Tuesday, August 23, 2011

all that feeling

After the wake, I went to Barnes and Noble. I wanted to browse the poetry section and see if I could find some new poets. As I was scanning, I noticed Codrescu's It Was Today out of order, in between two Blake collections. I pulled it down to scan through it and the first poem I opened to was an elegy titled "for lynn luria sukenick." The first few lines are:

What if there is no story
only a feeling?
Of course there are many stories
in that feeling
only they didn't happen to me


I stopped and held the book for a bit, feeling almost overwhelmed. Being at the wake of someone you're not particularly close to produces that kind of feeling. I didn't know all of Sandy's stories or even many of them, but there combined was a wealth of memories that created a feeling of love and, with it, a cutting loss. The person those stories happened to is gone. And now, we are left with a feeling.

I grabbed the book and decided to purchase it, on the strength of that poem. As I was walking off, another cover caught my eye and I kept walking but then turned back around to see who the poet was. Laura Mullen, my other poetry teacher. Sometimes I like to think that God is coincidence.

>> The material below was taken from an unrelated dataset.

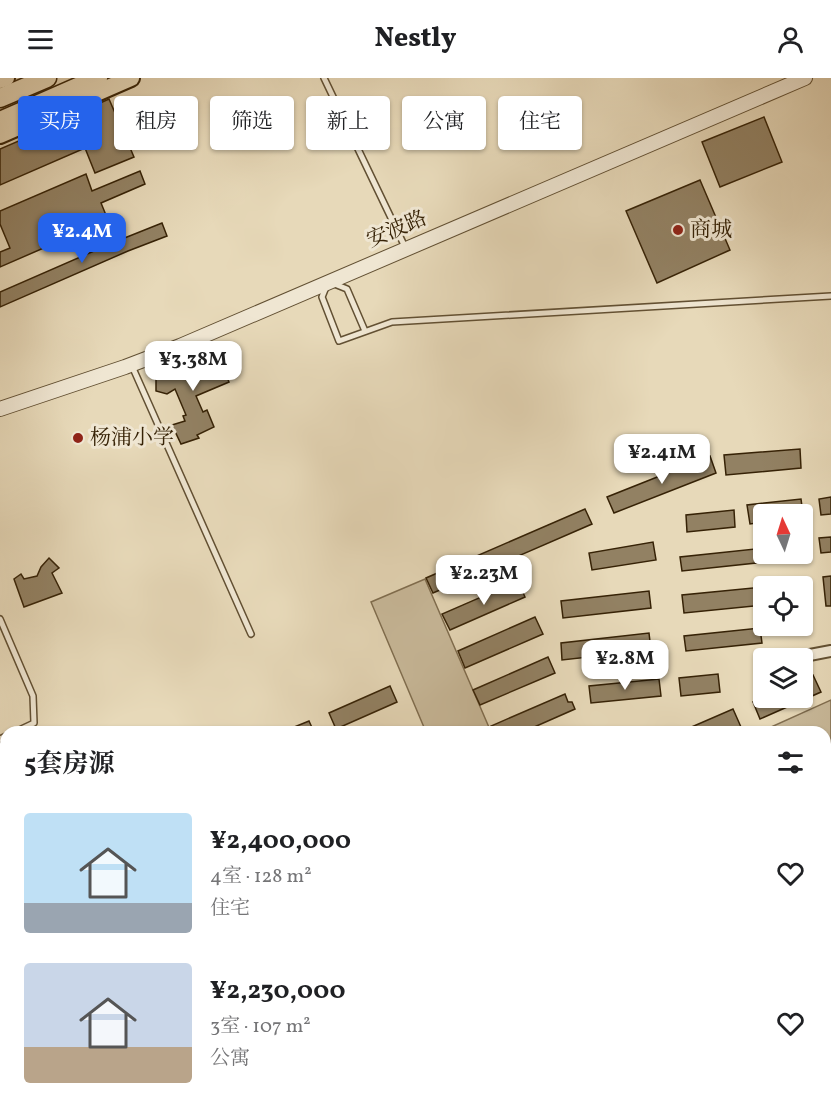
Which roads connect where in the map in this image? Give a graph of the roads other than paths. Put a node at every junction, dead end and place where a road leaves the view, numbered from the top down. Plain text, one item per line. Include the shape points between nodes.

After that, I had an insane urge to write. RIGHT NOW. When I walked downstairs, I saw a sketchpad and some graphite pencils, so I grabbed them because they were the first writing materials I could find. I need to get back in the habit of carrying a pen and notepad. Then I stood looking out the window for a minute and, because my mind was in a morbid place anyway, I took a photo of reflection because I thought it looked ghostly.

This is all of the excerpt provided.